Joshua Cohen, a professor of political science, philosophy, and law at Stanford, doesn’t think so. He argues that King already spoke to a broad public. “Whenever King makes one of these arguments about racial equality,” says Cohen, “you will always see a whole series of arguments. He will say something about his religious convictions. He would make an argument from the Declaration of Independence. There was always an appeal to our political tradition.” That is a far different matter, Cohen observes, from making an argument grounded purely in one faith—different, for example, from citing Thomas Aquinas on when a fetus is “ensouled” and therefore fully alive.
Others point out that, contrary to what Sandel sometimes says, such liberal ideals as religious toleration, equality before the law, and representative democracy assume a dense network of social relations. Among those critics is the New York University law professor Stephen Holmes, whose scathing 1993 book The Anatomy of Antiliberalism included Sandel in a category he called “soft antiliberal.”

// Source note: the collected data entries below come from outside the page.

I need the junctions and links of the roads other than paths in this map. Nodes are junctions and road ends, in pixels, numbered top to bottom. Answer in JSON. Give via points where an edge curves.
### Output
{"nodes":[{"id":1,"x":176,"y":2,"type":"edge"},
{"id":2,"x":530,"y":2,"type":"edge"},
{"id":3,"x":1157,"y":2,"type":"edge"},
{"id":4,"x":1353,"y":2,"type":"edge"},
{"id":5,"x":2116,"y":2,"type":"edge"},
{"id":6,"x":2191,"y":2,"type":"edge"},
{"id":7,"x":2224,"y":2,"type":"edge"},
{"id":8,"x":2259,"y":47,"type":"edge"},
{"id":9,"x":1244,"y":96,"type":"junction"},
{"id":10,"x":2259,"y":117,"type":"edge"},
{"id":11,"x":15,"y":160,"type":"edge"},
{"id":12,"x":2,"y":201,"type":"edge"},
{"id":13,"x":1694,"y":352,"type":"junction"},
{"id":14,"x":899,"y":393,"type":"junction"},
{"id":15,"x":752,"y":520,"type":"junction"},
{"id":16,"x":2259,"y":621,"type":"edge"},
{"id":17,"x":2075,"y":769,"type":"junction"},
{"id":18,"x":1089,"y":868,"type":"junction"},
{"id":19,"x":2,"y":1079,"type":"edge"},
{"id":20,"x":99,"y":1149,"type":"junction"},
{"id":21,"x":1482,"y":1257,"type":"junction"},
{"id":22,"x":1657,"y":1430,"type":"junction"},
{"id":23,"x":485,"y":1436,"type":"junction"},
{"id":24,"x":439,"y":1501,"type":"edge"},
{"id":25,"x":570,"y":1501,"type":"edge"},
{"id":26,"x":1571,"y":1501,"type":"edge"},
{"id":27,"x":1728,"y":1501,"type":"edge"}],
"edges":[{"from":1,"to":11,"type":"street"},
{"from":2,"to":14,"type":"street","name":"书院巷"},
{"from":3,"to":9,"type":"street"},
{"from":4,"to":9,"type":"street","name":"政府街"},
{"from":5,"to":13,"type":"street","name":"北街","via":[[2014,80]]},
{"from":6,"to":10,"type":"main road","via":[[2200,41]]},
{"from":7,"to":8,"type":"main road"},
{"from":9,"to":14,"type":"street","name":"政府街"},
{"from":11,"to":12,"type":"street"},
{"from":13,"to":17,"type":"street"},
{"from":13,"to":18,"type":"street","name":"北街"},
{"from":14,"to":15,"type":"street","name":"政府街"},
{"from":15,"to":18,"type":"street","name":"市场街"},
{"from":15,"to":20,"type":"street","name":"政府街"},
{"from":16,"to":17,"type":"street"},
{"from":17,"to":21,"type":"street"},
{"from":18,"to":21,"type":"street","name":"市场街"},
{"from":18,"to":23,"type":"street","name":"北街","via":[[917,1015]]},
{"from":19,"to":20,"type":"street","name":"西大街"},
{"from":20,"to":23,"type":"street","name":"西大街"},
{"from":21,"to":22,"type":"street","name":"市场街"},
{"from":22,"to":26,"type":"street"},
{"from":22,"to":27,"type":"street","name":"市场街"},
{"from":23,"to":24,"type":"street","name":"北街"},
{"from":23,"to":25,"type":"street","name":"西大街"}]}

“Soft antiliberals malign liberalism verbally, but when faced with practical choices reveal a surprising fondness for liberal protections and freedoms,” Holmes wrote. (More provocatively, he wrote that soft antiliberals “demilitarize the ideals of ‘virtue’ and community, using these watered-down terms where their predecessors would have invoked ‘manliness’ and ‘das Volk.'")
In the end they are toothless, he concluded. “Look, I would like a society in which people didn’t watch TV but watched Shakespeare,” Holmes says today. “But, first of all, it isn’t going to happen, and, second, I wouldn’t want the government strong enough that it could make that happen.” Without the coercive power of the state, talk about the good life is just something that sounds nice in a seminar.
One can debate the good life, however, without calling the police on the citizens who lose the argument, says Charles Taylor, of McGill—and the argument can still matter. Sandel’s philosophy, Taylor contends, is not far from that of de Tocqueville, who rejected abstraction and looked at how real democracies, like the United States, worked. And one way they worked, Taylor says—and Sandel concurs—was by producing a sense of solidarity among their citizens, in part through voluntary associations and other group-based allegiances.
“If everyone thought the thing to do was stare at a blade of grass, you wouldn’t have a functioning society,” Taylor says. “So it’s not just an issue of whether you should send someone in and shake them up and send them to jail and recondition them. That’s not the only issue. Of course you let them be! But what do you try to inculcate in your educational system? What do you try to inculcate in your society, in terms of virtue?”
What, indeed? Sandel proposes a greater commitment to public service, in particular military service. And a recognition of the limits of markets: He would curtail the reach of the economistic mind-set into such areas as childbearing, organ donation, and education (don’t pay kids for A’s). In general he advocates a major assault on economic inequality, not so that the poor can spend more, but so the nation can afford more and better common resources like schools, parks, libraries, and museums.
At this point, of course, Sandel runs headlong into that other set of adversaries: pro-market types, whether liberal-libertarian or conservative.
The professor gets a bit touchy at criticisms of alleged “illiberal” tendencies in his work. But one can’t help wondering if all this polemical energy on the left—whether directed at him or generated by him—is to some degree misdirected. As he makes the rounds, arguing for his version of virtuous liberalism, it might make sense for him to expend less firepower on Rawlsian liberals, who, after all, like him, oppose inequality, and more on the scholars who defend inequality. “I think what makes the course exciting,” he says, “is the risk entailed by challenging one’s own moral and political convictions.” Can Michael Sandel take on that challenge himself, now that he’s on a stage much bigger than Harvard?